Activity »
Go through the data and copy every line in which "BOARDWALK" appears.

......

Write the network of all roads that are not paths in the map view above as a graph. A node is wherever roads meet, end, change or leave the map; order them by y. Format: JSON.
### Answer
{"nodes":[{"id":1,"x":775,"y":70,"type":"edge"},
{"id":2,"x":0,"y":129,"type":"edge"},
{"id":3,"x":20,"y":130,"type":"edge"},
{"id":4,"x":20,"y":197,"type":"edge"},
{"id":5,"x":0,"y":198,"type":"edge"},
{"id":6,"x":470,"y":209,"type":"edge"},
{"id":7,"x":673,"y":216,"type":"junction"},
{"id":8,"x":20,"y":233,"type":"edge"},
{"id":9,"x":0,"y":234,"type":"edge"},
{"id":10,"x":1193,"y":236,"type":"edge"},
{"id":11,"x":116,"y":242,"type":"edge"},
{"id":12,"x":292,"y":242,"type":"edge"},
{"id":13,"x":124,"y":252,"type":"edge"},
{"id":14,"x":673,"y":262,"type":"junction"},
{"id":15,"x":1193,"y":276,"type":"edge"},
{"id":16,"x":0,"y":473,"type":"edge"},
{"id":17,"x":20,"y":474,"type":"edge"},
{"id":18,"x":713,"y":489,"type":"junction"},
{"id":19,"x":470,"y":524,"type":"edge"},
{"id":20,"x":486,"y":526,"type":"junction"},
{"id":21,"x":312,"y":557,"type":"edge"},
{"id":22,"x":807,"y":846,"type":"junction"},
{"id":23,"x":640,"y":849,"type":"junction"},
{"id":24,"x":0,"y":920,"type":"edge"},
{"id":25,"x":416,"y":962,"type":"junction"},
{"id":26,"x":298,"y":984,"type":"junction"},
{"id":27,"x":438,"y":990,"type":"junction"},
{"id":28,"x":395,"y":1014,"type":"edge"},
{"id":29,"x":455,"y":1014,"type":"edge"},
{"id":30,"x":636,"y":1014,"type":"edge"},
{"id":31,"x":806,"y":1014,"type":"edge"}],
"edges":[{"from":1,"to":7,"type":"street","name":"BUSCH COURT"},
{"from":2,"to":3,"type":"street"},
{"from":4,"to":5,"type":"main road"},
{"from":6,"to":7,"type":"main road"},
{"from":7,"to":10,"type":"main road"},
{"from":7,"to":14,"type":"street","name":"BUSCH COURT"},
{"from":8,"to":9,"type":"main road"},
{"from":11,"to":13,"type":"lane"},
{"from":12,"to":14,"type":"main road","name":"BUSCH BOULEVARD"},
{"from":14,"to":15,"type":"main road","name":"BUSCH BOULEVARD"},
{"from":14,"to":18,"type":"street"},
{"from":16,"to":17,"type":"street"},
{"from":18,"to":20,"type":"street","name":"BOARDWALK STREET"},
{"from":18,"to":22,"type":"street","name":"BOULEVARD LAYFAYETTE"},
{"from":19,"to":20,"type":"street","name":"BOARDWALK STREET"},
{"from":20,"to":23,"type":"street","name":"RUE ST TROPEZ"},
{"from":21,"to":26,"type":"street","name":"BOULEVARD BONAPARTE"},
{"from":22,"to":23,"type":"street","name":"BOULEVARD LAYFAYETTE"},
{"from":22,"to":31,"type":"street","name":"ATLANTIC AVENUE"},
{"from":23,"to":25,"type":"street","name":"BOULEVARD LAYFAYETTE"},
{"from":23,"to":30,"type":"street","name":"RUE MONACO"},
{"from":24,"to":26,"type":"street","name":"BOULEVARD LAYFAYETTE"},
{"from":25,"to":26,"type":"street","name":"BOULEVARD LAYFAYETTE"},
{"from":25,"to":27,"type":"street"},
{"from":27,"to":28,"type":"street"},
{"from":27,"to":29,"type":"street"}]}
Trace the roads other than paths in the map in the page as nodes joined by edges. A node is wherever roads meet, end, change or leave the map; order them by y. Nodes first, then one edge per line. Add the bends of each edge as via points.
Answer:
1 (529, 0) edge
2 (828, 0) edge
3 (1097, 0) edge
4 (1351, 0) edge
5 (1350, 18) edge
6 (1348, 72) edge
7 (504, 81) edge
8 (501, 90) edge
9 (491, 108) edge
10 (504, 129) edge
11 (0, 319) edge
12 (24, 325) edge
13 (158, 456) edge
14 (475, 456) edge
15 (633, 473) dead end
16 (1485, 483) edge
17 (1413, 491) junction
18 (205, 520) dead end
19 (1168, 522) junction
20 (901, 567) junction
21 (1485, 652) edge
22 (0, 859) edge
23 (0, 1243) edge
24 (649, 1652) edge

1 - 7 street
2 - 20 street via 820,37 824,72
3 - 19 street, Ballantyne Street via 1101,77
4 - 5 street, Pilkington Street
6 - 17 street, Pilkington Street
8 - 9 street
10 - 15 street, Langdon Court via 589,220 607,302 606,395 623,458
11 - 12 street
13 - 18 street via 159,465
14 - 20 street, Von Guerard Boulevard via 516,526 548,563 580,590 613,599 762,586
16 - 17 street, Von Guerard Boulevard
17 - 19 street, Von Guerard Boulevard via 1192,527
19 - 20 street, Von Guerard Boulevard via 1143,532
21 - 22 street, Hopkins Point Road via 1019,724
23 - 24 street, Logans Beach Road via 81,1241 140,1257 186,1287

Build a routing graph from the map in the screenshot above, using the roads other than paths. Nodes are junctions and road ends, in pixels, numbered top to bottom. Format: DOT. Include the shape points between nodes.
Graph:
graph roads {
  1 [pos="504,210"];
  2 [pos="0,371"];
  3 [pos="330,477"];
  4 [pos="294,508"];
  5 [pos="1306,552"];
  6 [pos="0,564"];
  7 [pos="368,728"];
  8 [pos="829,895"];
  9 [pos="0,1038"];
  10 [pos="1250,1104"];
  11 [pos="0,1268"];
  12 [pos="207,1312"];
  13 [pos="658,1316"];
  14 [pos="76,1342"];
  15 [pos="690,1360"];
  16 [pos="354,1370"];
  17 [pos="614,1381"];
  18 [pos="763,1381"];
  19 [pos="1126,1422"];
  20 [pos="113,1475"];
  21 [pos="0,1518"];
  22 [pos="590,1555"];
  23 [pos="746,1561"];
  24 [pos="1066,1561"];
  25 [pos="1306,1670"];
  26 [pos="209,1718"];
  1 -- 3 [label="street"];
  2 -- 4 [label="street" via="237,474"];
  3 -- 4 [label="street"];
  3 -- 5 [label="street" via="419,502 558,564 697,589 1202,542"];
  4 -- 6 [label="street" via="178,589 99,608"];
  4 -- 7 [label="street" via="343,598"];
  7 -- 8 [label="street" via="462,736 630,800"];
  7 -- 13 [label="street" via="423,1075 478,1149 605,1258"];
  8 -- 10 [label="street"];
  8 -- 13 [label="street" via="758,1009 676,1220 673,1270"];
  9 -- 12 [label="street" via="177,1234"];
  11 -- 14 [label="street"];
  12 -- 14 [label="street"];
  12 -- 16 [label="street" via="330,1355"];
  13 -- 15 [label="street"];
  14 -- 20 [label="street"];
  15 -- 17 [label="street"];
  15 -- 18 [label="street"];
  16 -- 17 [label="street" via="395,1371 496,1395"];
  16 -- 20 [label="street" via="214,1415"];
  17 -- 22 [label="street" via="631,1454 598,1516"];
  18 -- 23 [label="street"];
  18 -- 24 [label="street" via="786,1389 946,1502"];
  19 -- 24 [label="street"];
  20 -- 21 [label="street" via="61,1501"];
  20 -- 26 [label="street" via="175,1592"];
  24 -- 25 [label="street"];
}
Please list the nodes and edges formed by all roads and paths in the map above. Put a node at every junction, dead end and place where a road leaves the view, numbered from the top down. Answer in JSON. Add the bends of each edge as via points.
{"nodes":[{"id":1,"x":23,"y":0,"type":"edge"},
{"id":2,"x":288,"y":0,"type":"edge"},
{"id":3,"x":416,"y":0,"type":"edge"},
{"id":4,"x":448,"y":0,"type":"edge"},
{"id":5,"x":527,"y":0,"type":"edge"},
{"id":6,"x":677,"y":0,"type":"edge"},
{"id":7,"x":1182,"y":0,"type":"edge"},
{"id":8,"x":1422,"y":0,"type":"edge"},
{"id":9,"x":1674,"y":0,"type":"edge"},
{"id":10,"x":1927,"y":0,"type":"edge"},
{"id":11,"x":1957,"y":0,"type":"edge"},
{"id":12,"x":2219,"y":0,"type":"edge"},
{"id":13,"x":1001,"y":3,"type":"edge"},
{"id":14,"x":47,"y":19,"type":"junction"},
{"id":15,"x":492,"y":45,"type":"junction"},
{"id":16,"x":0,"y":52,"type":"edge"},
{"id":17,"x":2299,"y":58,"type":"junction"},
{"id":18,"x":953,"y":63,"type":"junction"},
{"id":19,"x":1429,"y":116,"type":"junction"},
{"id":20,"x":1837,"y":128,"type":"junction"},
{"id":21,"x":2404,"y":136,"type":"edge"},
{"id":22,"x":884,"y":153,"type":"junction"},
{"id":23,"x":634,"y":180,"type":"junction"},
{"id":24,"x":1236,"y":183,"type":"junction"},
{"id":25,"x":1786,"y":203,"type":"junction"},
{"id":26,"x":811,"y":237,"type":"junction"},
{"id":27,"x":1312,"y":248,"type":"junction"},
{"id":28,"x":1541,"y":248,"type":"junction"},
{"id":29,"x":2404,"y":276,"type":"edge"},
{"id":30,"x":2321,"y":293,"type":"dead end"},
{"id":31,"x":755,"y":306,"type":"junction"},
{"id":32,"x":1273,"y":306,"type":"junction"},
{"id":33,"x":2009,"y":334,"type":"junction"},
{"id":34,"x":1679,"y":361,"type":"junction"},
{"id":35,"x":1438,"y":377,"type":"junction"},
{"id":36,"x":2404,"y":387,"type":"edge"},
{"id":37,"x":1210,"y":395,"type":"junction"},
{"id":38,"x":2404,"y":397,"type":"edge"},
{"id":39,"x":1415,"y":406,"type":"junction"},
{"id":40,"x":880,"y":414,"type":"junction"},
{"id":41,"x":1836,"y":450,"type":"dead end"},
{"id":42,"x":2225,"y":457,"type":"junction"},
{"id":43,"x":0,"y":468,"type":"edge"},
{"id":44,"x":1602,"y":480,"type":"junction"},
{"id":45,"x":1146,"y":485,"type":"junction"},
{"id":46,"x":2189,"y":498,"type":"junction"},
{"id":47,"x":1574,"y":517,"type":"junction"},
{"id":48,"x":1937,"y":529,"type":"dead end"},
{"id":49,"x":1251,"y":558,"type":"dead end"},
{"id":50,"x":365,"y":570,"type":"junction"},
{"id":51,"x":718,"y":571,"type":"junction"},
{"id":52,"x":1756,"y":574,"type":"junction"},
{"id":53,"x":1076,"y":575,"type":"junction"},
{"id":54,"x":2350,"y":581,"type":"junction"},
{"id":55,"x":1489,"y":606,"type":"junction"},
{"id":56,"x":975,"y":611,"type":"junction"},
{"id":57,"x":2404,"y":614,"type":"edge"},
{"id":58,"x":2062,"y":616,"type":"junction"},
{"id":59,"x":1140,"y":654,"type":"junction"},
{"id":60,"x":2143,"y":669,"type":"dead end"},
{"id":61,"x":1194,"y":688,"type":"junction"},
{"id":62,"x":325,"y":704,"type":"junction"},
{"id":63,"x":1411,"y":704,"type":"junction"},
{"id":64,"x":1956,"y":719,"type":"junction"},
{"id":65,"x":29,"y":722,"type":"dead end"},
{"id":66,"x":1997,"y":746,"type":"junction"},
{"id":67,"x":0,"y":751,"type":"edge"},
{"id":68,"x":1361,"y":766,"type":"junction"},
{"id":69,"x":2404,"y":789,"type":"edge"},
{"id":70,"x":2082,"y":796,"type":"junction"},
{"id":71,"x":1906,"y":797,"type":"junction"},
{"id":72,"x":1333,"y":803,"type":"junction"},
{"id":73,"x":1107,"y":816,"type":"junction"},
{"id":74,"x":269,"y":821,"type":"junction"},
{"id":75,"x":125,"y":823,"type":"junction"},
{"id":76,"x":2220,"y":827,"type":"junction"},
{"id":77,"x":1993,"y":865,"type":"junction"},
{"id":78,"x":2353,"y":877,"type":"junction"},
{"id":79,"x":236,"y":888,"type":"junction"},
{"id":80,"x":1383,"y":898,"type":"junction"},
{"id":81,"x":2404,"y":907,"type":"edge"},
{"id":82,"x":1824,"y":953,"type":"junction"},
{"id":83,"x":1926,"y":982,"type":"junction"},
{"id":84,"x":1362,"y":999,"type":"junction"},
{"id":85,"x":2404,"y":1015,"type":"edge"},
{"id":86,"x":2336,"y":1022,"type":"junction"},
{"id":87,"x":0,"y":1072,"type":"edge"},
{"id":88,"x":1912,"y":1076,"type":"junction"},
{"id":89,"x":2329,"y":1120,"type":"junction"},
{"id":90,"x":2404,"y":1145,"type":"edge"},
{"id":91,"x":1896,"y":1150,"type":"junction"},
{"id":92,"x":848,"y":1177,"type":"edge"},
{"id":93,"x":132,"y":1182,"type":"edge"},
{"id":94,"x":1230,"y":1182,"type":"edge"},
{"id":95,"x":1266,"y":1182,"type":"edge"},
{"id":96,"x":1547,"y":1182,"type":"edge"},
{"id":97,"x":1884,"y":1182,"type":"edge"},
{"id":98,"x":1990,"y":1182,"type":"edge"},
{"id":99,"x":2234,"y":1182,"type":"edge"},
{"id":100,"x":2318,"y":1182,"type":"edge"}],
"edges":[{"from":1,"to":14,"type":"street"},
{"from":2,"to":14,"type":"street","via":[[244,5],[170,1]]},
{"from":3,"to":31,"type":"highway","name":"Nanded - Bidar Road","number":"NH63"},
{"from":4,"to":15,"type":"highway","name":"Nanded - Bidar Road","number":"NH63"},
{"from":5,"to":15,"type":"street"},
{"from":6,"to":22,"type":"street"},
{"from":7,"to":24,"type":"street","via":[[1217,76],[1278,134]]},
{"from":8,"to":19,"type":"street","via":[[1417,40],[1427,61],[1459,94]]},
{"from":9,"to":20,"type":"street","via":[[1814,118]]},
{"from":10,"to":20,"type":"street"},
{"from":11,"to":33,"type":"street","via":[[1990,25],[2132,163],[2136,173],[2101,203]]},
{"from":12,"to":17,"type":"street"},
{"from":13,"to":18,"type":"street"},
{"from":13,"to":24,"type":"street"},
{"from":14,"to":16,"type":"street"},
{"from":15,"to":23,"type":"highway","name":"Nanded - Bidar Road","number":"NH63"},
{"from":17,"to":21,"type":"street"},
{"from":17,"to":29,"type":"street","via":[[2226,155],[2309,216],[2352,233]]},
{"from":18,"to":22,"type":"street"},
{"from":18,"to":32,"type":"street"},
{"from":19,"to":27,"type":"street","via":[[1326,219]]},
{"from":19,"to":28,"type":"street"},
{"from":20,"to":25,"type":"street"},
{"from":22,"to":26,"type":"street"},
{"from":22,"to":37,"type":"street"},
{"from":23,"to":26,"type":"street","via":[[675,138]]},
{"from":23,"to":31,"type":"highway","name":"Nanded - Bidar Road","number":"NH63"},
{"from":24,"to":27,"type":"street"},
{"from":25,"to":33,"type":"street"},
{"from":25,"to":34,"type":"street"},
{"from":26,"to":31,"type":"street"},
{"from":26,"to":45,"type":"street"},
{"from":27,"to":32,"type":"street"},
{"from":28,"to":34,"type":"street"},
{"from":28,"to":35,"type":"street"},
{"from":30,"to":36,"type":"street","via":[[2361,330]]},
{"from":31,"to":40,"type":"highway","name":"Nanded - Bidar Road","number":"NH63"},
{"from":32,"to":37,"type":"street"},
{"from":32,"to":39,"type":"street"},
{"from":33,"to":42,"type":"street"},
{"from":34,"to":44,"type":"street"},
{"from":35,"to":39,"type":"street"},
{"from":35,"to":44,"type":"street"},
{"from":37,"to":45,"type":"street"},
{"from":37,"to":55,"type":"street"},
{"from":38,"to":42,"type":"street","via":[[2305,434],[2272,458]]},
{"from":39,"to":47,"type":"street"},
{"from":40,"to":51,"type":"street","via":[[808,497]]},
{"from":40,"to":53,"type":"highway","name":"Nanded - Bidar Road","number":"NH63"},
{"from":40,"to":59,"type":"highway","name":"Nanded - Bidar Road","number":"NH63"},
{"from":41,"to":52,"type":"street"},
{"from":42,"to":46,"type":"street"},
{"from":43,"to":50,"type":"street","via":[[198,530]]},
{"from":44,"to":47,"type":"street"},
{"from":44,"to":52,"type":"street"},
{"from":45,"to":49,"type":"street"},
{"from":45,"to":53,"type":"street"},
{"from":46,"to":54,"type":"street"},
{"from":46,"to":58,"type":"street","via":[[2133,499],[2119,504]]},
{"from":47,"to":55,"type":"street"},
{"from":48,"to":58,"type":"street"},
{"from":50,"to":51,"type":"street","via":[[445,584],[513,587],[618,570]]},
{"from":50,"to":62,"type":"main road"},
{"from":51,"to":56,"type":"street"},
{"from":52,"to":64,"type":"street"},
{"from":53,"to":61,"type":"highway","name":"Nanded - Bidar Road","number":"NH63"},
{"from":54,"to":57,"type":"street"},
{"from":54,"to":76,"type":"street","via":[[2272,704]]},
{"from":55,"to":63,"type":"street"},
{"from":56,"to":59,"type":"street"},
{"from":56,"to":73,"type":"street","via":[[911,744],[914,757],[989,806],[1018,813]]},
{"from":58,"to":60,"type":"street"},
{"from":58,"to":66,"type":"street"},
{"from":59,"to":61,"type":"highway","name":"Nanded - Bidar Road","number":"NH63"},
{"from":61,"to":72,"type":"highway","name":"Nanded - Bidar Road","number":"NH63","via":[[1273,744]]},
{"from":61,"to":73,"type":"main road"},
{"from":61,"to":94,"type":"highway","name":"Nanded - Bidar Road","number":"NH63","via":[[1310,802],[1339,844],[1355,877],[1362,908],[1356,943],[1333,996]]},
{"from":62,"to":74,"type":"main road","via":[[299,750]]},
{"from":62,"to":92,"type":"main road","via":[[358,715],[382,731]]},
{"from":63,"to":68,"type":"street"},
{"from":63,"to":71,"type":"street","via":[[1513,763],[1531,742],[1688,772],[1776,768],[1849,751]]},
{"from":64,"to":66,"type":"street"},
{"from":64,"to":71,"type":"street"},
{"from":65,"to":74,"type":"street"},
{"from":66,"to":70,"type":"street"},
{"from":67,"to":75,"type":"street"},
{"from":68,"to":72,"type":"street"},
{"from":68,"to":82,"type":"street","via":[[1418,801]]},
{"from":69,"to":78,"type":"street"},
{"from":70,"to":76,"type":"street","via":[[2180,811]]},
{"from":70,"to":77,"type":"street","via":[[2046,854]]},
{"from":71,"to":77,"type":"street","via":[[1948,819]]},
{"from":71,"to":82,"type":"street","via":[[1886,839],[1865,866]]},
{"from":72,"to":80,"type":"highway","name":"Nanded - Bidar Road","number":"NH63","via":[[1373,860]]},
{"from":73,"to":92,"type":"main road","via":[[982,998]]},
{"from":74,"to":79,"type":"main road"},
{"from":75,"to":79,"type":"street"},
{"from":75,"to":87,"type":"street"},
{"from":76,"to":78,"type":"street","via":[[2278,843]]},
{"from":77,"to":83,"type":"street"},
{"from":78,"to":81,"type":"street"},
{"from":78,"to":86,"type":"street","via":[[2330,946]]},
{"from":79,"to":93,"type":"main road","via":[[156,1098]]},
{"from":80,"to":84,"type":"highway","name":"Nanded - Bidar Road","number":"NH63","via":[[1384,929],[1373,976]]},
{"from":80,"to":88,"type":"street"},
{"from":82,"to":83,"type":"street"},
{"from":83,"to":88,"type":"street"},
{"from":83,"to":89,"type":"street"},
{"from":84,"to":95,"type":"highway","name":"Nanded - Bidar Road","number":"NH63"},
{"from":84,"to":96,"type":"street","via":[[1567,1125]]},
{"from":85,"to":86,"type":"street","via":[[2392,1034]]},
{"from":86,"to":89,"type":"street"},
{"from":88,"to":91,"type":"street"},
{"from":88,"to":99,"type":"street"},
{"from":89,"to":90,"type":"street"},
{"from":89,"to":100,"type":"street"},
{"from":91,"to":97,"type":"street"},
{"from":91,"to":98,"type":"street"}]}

......

Solution »
{"from":18,"to":20,"type":"street","name":"BOARDWALK STREET"},
{"from":19,"to":20,"type":"street","name":"BOARDWALK STREET"},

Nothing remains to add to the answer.